IV. Knotgrass (P. aviculare). Annual. Stems branching from the root, very slender and straggling, smooth. The leaves small and grassy, stipules small, white, torn-looking, red at the base. Flowers very small in the axils, pink. Stamens eight, styles three. Waste places and neglected gardens. May till October. The seeds are much esteemed by birds, and to the entomologist the fresh plant is invaluable as an almost universal food for the caterpillars of geometers.

V. Black Bindweed (P. convolvulus). Annual, with twining stems. The leaves are very similar to those of the true Convolvulus, the lobes more pointed; stipules short. Sepals green, with paler margins. Fields and wastes. July to September.

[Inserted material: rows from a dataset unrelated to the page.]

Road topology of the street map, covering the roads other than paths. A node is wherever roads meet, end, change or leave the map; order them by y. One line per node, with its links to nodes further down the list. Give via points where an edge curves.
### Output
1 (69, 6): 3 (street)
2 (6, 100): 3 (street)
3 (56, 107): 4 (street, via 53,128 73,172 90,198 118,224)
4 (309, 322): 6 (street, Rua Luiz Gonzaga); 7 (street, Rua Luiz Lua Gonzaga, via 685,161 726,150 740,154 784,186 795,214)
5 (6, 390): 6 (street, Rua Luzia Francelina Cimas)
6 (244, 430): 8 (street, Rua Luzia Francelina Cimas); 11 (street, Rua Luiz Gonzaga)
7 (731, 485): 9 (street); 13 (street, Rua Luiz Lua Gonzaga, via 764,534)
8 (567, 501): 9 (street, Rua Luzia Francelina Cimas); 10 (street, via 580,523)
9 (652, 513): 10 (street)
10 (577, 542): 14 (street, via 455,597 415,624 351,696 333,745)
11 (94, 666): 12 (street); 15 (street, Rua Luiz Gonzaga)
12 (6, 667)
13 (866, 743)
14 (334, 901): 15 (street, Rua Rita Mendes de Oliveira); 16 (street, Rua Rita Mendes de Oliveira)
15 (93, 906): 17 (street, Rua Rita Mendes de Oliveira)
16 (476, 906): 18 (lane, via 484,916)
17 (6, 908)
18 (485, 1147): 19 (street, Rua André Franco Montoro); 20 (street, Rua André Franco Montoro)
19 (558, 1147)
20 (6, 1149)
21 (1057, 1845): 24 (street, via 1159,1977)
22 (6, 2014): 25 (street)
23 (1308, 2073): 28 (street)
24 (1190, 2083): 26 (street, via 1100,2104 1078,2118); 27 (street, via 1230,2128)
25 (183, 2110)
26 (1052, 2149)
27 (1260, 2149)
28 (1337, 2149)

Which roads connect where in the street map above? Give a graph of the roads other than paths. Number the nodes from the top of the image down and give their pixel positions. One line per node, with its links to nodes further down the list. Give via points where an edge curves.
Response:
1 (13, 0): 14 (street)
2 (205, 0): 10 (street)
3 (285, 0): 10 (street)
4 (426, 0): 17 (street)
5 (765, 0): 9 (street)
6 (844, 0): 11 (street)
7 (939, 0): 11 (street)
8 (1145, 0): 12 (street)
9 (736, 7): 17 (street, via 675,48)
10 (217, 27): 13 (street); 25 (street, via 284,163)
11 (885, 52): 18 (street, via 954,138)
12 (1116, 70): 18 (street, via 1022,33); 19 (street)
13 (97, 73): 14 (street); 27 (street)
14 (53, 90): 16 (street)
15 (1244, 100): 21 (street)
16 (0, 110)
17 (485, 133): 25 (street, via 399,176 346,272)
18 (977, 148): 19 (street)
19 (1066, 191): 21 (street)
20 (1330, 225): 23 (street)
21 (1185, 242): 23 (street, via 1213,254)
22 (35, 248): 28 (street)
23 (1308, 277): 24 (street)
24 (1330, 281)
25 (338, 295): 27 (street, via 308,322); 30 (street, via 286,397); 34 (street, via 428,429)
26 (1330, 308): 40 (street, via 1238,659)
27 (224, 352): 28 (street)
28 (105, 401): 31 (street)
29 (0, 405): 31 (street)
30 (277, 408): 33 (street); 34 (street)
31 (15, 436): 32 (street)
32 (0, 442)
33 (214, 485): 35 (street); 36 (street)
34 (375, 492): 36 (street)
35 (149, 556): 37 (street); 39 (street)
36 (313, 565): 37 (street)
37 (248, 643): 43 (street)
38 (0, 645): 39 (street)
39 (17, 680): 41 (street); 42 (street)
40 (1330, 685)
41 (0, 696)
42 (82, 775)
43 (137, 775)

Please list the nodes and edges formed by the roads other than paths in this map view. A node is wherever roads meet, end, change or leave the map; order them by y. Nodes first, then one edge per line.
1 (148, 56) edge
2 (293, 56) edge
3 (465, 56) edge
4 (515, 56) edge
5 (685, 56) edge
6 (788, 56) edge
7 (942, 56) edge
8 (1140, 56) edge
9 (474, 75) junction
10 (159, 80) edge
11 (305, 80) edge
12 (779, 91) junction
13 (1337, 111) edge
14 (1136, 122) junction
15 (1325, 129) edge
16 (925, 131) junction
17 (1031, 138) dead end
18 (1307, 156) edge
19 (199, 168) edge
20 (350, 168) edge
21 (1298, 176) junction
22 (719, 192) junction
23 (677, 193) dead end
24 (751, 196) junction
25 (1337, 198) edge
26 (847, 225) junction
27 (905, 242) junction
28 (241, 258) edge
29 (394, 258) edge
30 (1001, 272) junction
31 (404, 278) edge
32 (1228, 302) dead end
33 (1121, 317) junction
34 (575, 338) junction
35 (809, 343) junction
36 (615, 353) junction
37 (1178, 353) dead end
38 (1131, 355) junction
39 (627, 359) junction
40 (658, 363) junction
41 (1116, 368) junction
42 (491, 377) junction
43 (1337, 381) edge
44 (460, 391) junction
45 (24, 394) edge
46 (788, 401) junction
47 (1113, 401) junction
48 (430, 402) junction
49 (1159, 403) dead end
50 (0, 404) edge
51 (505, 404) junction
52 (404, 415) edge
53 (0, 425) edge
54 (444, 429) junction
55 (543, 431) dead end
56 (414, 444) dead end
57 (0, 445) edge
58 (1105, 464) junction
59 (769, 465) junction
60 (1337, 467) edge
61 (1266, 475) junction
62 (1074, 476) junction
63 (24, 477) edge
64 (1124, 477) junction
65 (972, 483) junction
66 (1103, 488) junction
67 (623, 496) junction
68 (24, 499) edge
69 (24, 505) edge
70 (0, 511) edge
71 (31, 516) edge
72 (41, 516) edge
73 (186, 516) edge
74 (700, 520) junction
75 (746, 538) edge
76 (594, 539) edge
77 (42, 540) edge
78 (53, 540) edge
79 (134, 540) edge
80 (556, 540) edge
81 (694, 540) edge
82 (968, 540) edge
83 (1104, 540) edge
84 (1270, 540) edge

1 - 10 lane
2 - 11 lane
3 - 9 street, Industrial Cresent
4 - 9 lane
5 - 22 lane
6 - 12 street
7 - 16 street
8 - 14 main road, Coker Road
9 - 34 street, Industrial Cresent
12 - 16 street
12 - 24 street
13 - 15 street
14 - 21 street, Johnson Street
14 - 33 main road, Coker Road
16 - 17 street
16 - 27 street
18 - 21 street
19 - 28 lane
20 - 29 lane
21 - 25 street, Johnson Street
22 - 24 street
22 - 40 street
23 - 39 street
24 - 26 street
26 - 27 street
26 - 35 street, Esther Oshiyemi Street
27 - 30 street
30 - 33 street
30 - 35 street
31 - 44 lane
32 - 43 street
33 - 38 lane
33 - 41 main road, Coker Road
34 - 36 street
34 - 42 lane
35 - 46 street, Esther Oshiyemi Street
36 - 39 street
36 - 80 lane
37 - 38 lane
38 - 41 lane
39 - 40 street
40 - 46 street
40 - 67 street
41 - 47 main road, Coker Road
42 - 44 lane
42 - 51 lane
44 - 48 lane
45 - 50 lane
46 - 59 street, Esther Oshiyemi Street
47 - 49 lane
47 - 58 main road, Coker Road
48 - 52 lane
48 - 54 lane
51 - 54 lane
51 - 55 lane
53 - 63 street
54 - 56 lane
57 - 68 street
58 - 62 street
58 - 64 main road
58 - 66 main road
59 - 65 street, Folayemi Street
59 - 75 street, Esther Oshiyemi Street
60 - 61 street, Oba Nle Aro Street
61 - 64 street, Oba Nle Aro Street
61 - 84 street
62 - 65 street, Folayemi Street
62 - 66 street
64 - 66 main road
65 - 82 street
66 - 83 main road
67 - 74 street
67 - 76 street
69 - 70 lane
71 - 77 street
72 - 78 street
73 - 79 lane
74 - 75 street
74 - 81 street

Fool's Parsley (Æthusa cynapium).


Fool's Parsley is fond of cultivated ground, and it is no unusual thing for it to make its appearance in the very garden beds that have been set apart for rearing that pot-herb for which fools are said to mistake it. It is an annual, with a spindle-shaped, fleshy root, round, hollow stem, branched, and marked with fine longitudinal lines. The leaves are smooth, compound, and bluish green in tint. The wedge-shaped leaflets are themselves pinnate, and the pinn are lobed. The flowers are small and irregular, white, grouped in small umbels, which are again gathered into large umbels of umbels.

The reader is invited to turn back to page 55, where the structure of umbelliferous flowers and fruits is more intimately described. The small umbels in Æthusa are provided with an involucre consisting of three or five little bracts, very narrow and hanging vertically. This feature will serve to distinguish Æthusa from all other umbellifers. The entire plant is evil-smelling, and said to be poisonous. It flowers during July and August, and is the only species. It gets its generic name from the Greek aitho, to burn, from its acrid character, and its specific name is a combination of Kynos, dog, and apion, parsley, which is a further note of its worthless character.